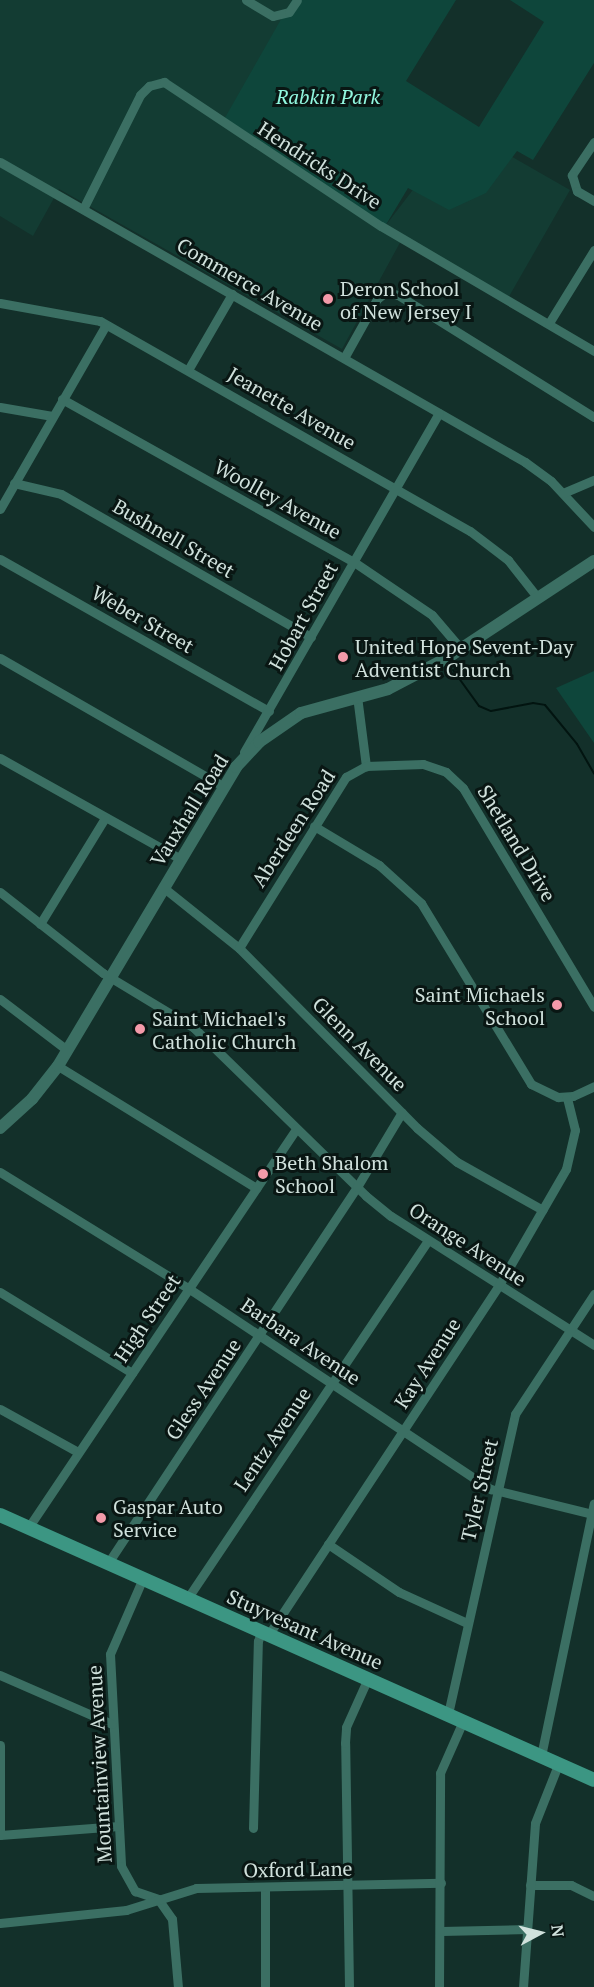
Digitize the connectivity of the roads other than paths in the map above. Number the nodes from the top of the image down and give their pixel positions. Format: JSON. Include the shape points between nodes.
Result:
{"nodes":[{"id":1,"x":246,"y":0,"type":"edge"},
{"id":2,"x":297,"y":0,"type":"edge"},
{"id":3,"x":594,"y":142,"type":"edge"},
{"id":4,"x":0,"y":162,"type":"edge"},
{"id":5,"x":594,"y":201,"type":"edge"},
{"id":6,"x":83,"y":209,"type":"junction"},
{"id":7,"x":594,"y":250,"type":"edge"},
{"id":8,"x":232,"y":294,"type":"junction"},
{"id":9,"x":0,"y":303,"type":"edge"},
{"id":10,"x":549,"y":323,"type":"junction"},
{"id":11,"x":106,"y":325,"type":"junction"},
{"id":12,"x":594,"y":351,"type":"edge"},
{"id":13,"x":344,"y":358,"type":"junction"},
{"id":14,"x":188,"y":370,"type":"junction"},
{"id":15,"x":62,"y":399,"type":"junction"},
{"id":16,"x":0,"y":407,"type":"edge"},
{"id":17,"x":439,"y":413,"type":"junction"},
{"id":18,"x":52,"y":416,"type":"junction"},
{"id":19,"x":594,"y":417,"type":"edge"},
{"id":20,"x":594,"y":480,"type":"edge"},
{"id":21,"x":14,"y":483,"type":"junction"},
{"id":22,"x":396,"y":488,"type":"junction"},
{"id":23,"x":563,"y":493,"type":"junction"},
{"id":24,"x":0,"y":509,"type":"edge"},
{"id":25,"x":594,"y":527,"type":"edge"},
{"id":26,"x":0,"y":559,"type":"edge"},
{"id":27,"x":594,"y":561,"type":"edge"},
{"id":28,"x":354,"y":562,"type":"junction"},
{"id":29,"x":538,"y":598,"type":"junction"},
{"id":30,"x":311,"y":637,"type":"junction"},
{"id":31,"x":461,"y":649,"type":"junction"},
{"id":32,"x":0,"y":658,"type":"edge"},
{"id":33,"x":357,"y":696,"type":"junction"},
{"id":34,"x":269,"y":711,"type":"junction"},
{"id":35,"x":0,"y":758,"type":"edge"},
{"id":36,"x":366,"y":766,"type":"junction"},
{"id":37,"x":236,"y":767,"type":"junction"},
{"id":38,"x":224,"y":787,"type":"junction"},
{"id":39,"x":105,"y":818,"type":"junction"},
{"id":40,"x":314,"y":826,"type":"junction"},
{"id":41,"x":181,"y":859,"type":"junction"},
{"id":42,"x":164,"y":888,"type":"junction"},
{"id":43,"x":0,"y":892,"type":"edge"},
{"id":44,"x":40,"y":924,"type":"junction"},
{"id":45,"x":239,"y":948,"type":"junction"},
{"id":46,"x":111,"y":978,"type":"junction"},
{"id":47,"x":0,"y":999,"type":"edge"},
{"id":48,"x":594,"y":1006,"type":"edge"},
{"id":49,"x":67,"y":1050,"type":"junction"},
{"id":50,"x":58,"y":1066,"type":"junction"},
{"id":51,"x":594,"y":1086,"type":"edge"},
{"id":52,"x":567,"y":1097,"type":"junction"},
{"id":53,"x":402,"y":1112,"type":"junction"},
{"id":54,"x":0,"y":1128,"type":"edge"},
{"id":55,"x":296,"y":1129,"type":"junction"},
{"id":56,"x":0,"y":1172,"type":"edge"},
{"id":57,"x":357,"y":1187,"type":"junction"},
{"id":58,"x":256,"y":1188,"type":"junction"},
{"id":59,"x":543,"y":1210,"type":"junction"},
{"id":60,"x":428,"y":1240,"type":"junction"},
{"id":61,"x":499,"y":1285,"type":"junction"},
{"id":62,"x":189,"y":1288,"type":"junction"},
{"id":63,"x":0,"y":1292,"type":"edge"},
{"id":64,"x":594,"y":1294,"type":"edge"},
{"id":65,"x":572,"y":1331,"type":"junction"},
{"id":66,"x":261,"y":1335,"type":"junction"},
{"id":67,"x":594,"y":1345,"type":"edge"},
{"id":68,"x":132,"y":1373,"type":"junction"},
{"id":69,"x":332,"y":1383,"type":"junction"},
{"id":70,"x":0,"y":1409,"type":"edge"},
{"id":71,"x":403,"y":1431,"type":"junction"},
{"id":72,"x":78,"y":1452,"type":"junction"},
{"id":73,"x":498,"y":1492,"type":"junction"},
{"id":74,"x":594,"y":1503,"type":"edge"},
{"id":75,"x":592,"y":1514,"type":"junction"},
{"id":76,"x":0,"y":1515,"type":"edge"},
{"id":77,"x":28,"y":1528,"type":"junction"},
{"id":78,"x":328,"y":1544,"type":"junction"},
{"id":79,"x":108,"y":1563,"type":"junction"},
{"id":80,"x":142,"y":1578,"type":"junction"},
{"id":81,"x":187,"y":1599,"type":"junction"},
{"id":82,"x":467,"y":1623,"type":"junction"},
{"id":83,"x":265,"y":1632,"type":"junction"},
{"id":84,"x":0,"y":1675,"type":"edge"},
{"id":85,"x":368,"y":1678,"type":"junction"},
{"id":86,"x":448,"y":1714,"type":"junction"},
{"id":87,"x":463,"y":1721,"type":"junction"},
{"id":88,"x":112,"y":1724,"type":"junction"},
{"id":89,"x":0,"y":1752,"type":"edge"},
{"id":90,"x":541,"y":1756,"type":"junction"},
{"id":91,"x":558,"y":1765,"type":"junction"},
{"id":92,"x":594,"y":1780,"type":"edge"},
{"id":93,"x":119,"y":1826,"type":"junction"},
{"id":94,"x":253,"y":1828,"type":"dead end"},
{"id":95,"x":0,"y":1835,"type":"edge"},
{"id":96,"x":441,"y":1883,"type":"junction"},
{"id":97,"x":530,"y":1885,"type":"junction"},
{"id":98,"x":347,"y":1887,"type":"junction"},
{"id":99,"x":265,"y":1888,"type":"junction"},
{"id":100,"x":594,"y":1896,"type":"edge"},
{"id":101,"x":158,"y":1899,"type":"junction"},
{"id":102,"x":0,"y":1923,"type":"edge"},
{"id":103,"x":527,"y":1929,"type":"junction"},
{"id":104,"x":441,"y":1931,"type":"junction"},
{"id":105,"x":178,"y":1987,"type":"edge"},
{"id":106,"x":265,"y":1987,"type":"edge"},
{"id":107,"x":349,"y":1987,"type":"edge"},
{"id":108,"x":439,"y":1987,"type":"edge"},
{"id":109,"x":523,"y":1987,"type":"edge"}],
"edges":[{"from":1,"to":2,"type":"street","via":[[273,16],[289,12]]},
{"from":3,"to":5,"type":"street","via":[[572,175],[577,190]]},
{"from":4,"to":6,"type":"street","name":"Commerce Avenue"},
{"from":6,"to":8,"type":"street","name":"Commerce Avenue"},
{"from":6,"to":10,"type":"street","name":"Hendricks Drive","via":[[134,105],[149,86],[164,82],[355,210]]},
{"from":7,"to":10,"type":"street"},
{"from":8,"to":13,"type":"street","name":"Commerce Avenue"},
{"from":8,"to":14,"type":"street"},
{"from":9,"to":11,"type":"street","name":"Jeanette Avenue","via":[[93,318]]},
{"from":10,"to":12,"type":"street","name":"Hendricks Drive"},
{"from":11,"to":14,"type":"street","name":"Jeanette Avenue"},
{"from":11,"to":15,"type":"street"},
{"from":13,"to":17,"type":"street","name":"Commerce Avenue"},
{"from":13,"to":19,"type":"street","via":[[377,299],[386,292],[398,295]]},
{"from":14,"to":22,"type":"street","name":"Jeanette Avenue"},
{"from":15,"to":18,"type":"street"},
{"from":15,"to":28,"type":"street","name":"Woolley Avenue"},
{"from":16,"to":18,"type":"street"},
{"from":17,"to":22,"type":"street","name":"Hobart Street"},
{"from":17,"to":23,"type":"street","name":"Commerce Avenue","via":[[525,462]]},
{"from":18,"to":21,"type":"street"},
{"from":20,"to":23,"type":"street"},
{"from":21,"to":24,"type":"street"},
{"from":21,"to":30,"type":"street","name":"Bushnell Street","via":[[61,494]]},
{"from":22,"to":28,"type":"street","name":"Hobart Street"},
{"from":22,"to":29,"type":"street","name":"Jeanette Avenue","via":[[488,543]]},
{"from":23,"to":25,"type":"street","name":"Commerce Avenue"},
{"from":26,"to":34,"type":"street","name":"Weber Street"},
{"from":27,"to":29,"type":"street","name":"Vauxhall Road"},
{"from":28,"to":30,"type":"street","name":"Hobart Street"},
{"from":28,"to":31,"type":"street","name":"Woolley Avenue","via":[[432,615]]},
{"from":29,"to":31,"type":"street","name":"Vauxhall Road"},
{"from":30,"to":34,"type":"street","name":"Hobart Street"},
{"from":31,"to":33,"type":"street","name":"Vauxhall Road","via":[[388,689]]},
{"from":32,"to":38,"type":"street"},
{"from":33,"to":36,"type":"street","name":"Aberdeen Road"},
{"from":33,"to":37,"type":"street","name":"Vauxhall Road","via":[[301,713],[276,729]]},
{"from":34,"to":37,"type":"street","name":"Hobart Street"},
{"from":35,"to":39,"type":"street"},
{"from":36,"to":40,"type":"street","name":"Aberdeen Road","via":[[353,771],[338,786]]},
{"from":36,"to":48,"type":"street","name":"Shetland Drive","via":[[429,765],[460,783]]},
{"from":37,"to":38,"type":"street","name":"Vauxhall Road"},
{"from":38,"to":41,"type":"street","name":"Vauxhall Road"},
{"from":39,"to":41,"type":"street"},
{"from":39,"to":44,"type":"street"},
{"from":40,"to":45,"type":"street","name":"Aberdeen Road"},
{"from":40,"to":52,"type":"street","via":[[380,865],[408,889],[433,919],[529,1082],[548,1094]]},
{"from":41,"to":42,"type":"street","name":"Vauxhall Road"},
{"from":42,"to":45,"type":"street","name":"Glenn Avenue"},
{"from":42,"to":46,"type":"street","name":"Vauxhall Road"},
{"from":43,"to":44,"type":"street","name":"Orange Avenue"},
{"from":44,"to":46,"type":"street","name":"Orange Avenue"},
{"from":45,"to":53,"type":"street","name":"Glenn Avenue"},
{"from":46,"to":49,"type":"street","name":"Vauxhall Road"},
{"from":46,"to":55,"type":"street","name":"Orange Avenue","via":[[194,1028]]},
{"from":47,"to":49,"type":"street"},
{"from":49,"to":50,"type":"street","name":"Vauxhall Road"},
{"from":50,"to":54,"type":"street","name":"Vauxhall Road","via":[[32,1099]]},
{"from":50,"to":58,"type":"street"},
{"from":51,"to":52,"type":"street"},
{"from":52,"to":59,"type":"street","name":"Kay Avenue","via":[[575,1121],[574,1147]]},
{"from":53,"to":57,"type":"street","name":"Gless Avenue"},
{"from":53,"to":59,"type":"street","name":"Glenn Avenue","via":[[457,1162]]},
{"from":55,"to":57,"type":"street","name":"Orange Avenue"},
{"from":55,"to":58,"type":"street","name":"High Street"},
{"from":56,"to":62,"type":"street","name":"Barbara Avenue"},
{"from":57,"to":60,"type":"street","name":"Orange Avenue"},
{"from":57,"to":66,"type":"street","name":"Gless Avenue"},
{"from":58,"to":62,"type":"street","name":"High Street"},
{"from":59,"to":61,"type":"street","name":"Kay Avenue"},
{"from":60,"to":61,"type":"street","name":"Orange Avenue"},
{"from":60,"to":69,"type":"street","name":"Lentz Avenue"},
{"from":61,"to":65,"type":"street","name":"Orange Avenue"},
{"from":61,"to":71,"type":"street","name":"Kay Avenue"},
{"from":62,"to":66,"type":"street","name":"Barbara Avenue"},
{"from":62,"to":68,"type":"street","name":"High Street"},
{"from":63,"to":68,"type":"street"},
{"from":64,"to":65,"type":"street","name":"Tyler Street"},
{"from":65,"to":67,"type":"street","name":"Orange Avenue"},
{"from":65,"to":73,"type":"street","name":"Tyler Street","via":[[515,1414]]},
{"from":66,"to":69,"type":"street","name":"Barbara Avenue"},
{"from":66,"to":79,"type":"street","name":"Gless Avenue"},
{"from":68,"to":72,"type":"street","name":"High Street"},
{"from":69,"to":71,"type":"street","name":"Barbara Avenue"},
{"from":69,"to":81,"type":"street","name":"Lentz Avenue"},
{"from":70,"to":72,"type":"street"},
{"from":71,"to":73,"type":"street","name":"Barbara Avenue"},
{"from":71,"to":78,"type":"street","name":"Kay Avenue"},
{"from":72,"to":77,"type":"street","name":"High Street"},
{"from":73,"to":75,"type":"street","name":"Barbara Avenue"},
{"from":73,"to":82,"type":"street","name":"Tyler Street"},
{"from":74,"to":75,"type":"street"},
{"from":75,"to":90,"type":"street"},
{"from":76,"to":77,"type":"main road","name":"Stuyvesant Avenue"},
{"from":77,"to":79,"type":"main road","name":"Stuyvesant Avenue"},
{"from":78,"to":82,"type":"street","via":[[399,1592]]},
{"from":78,"to":83,"type":"street","name":"Kay Avenue"},
{"from":79,"to":80,"type":"main road","name":"Stuyvesant Avenue"},
{"from":80,"to":81,"type":"main road","name":"Stuyvesant Avenue"},
{"from":80,"to":88,"type":"street","name":"Mountainview Avenue","via":[[110,1654]]},
{"from":81,"to":83,"type":"main road","name":"Stuyvesant Avenue"},
{"from":82,"to":86,"type":"street","name":"Tyler Street"},
{"from":83,"to":85,"type":"main road","name":"Stuyvesant Avenue"},
{"from":83,"to":94,"type":"street","via":[[258,1641]]},
{"from":84,"to":88,"type":"street"},
{"from":85,"to":86,"type":"main road","name":"Stuyvesant Avenue"},
{"from":85,"to":98,"type":"street","via":[[346,1726]]},
{"from":86,"to":87,"type":"main road","name":"Stuyvesant Avenue"},
{"from":87,"to":90,"type":"main road","name":"Stuyvesant Avenue"},
{"from":87,"to":96,"type":"street","via":[[440,1773]]},
{"from":88,"to":93,"type":"street","name":"Mountainview Avenue"},
{"from":89,"to":95,"type":"street"},
{"from":90,"to":91,"type":"main road","name":"Stuyvesant Avenue"},
{"from":91,"to":92,"type":"main road","name":"Stuyvesant Avenue"},
{"from":91,"to":97,"type":"street","via":[[535,1823]]},
{"from":93,"to":95,"type":"street"},
{"from":93,"to":101,"type":"street","name":"Mountainview Avenue","via":[[121,1866],[126,1878],[135,1891]]},
{"from":96,"to":98,"type":"street","name":"Oxford Lane"},
{"from":96,"to":104,"type":"street"},
{"from":97,"to":100,"type":"street","via":[[571,1885]]},
{"from":97,"to":103,"type":"street"},
{"from":98,"to":99,"type":"street","name":"Oxford Lane"},
{"from":98,"to":107,"type":"street"},
{"from":99,"to":101,"type":"street","name":"Oxford Lane","via":[[196,1888]]},
{"from":99,"to":106,"type":"street"},
{"from":101,"to":102,"type":"street","name":"Oxford Lane","via":[[126,1910]]},
{"from":101,"to":105,"type":"street","via":[[168,1910],[177,1935]]},
{"from":103,"to":104,"type":"street"},
{"from":103,"to":109,"type":"street"},
{"from":104,"to":108,"type":"street"}]}
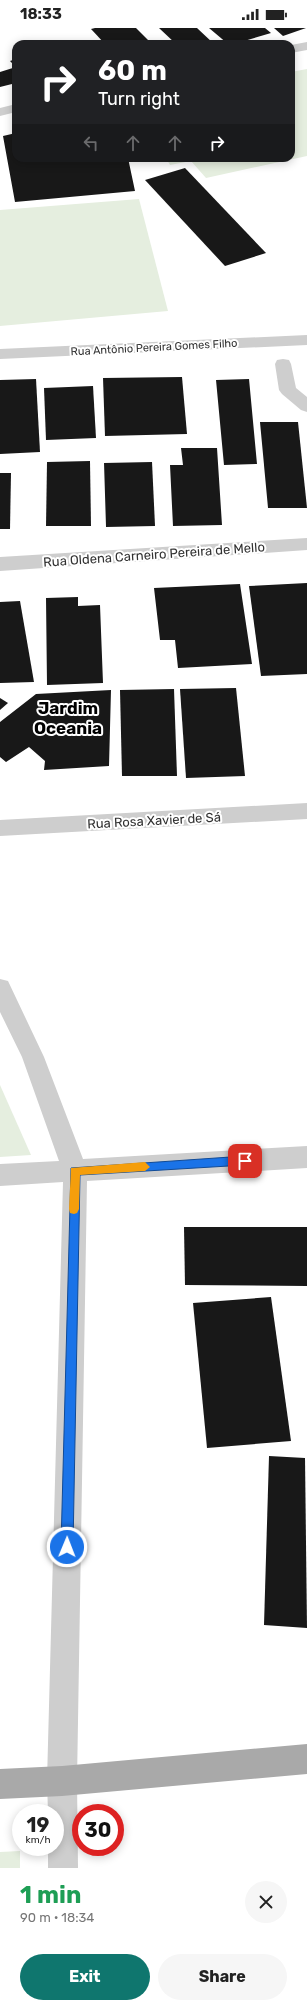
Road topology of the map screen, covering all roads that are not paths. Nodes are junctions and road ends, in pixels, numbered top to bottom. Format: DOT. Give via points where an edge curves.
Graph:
graph roads {
  1 [pos="307,46"];
  2 [pos="295,48"];
  3 [pos="12,109"];
  4 [pos="0,112"];
  5 [pos="307,340"];
  6 [pos="0,354"];
  7 [pos="283,364"];
  8 [pos="307,406"];
  9 [pos="307,544"];
  10 [pos="0,564"];
  11 [pos="307,811"];
  12 [pos="0,828"];
  13 [pos="0,988"];
  14 [pos="307,1157"];
  15 [pos="75,1171"];
  16 [pos="0,1175"];
  17 [pos="307,1758"];
  18 [pos="62,1781"];
  19 [pos="0,1784"];
  20 [pos="63,1868"];
  1 -- 2 [label="street"];
  3 -- 4 [label="street"];
  5 -- 6 [label="street, Rua Antônio Pereira Gomes Filho"];
  7 -- 8 [label="street" via="288,390"];
  9 -- 10 [label="street, Rua Oldena Carneiro Pereira de Mello"];
  11 -- 12 [label="street, Rua Rosa Xavier de Sá"];
  13 -- 15 [label="street" via="33,1057"];
  14 -- 15 [label="street"];
  15 -- 16 [label="street"];
  15 -- 18 [label="street"];
  17 -- 18 [label="main road"];
  18 -- 19 [label="main road"];
  18 -- 20 [label="street"];
}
:::::
**Task to complete**
Each line in the records above that contains the word "Hobart" must be copied.

**Task output**
{"from":17,"to":22,"type":"street","name":"Hobart Street"},
{"from":22,"to":28,"type":"street","name":"Hobart Street"},
{"from":28,"to":30,"type":"street","name":"Hobart Street"},
{"from":30,"to":34,"type":"street","name":"Hobart Street"},
{"from":34,"to":37,"type":"street","name":"Hobart Street"},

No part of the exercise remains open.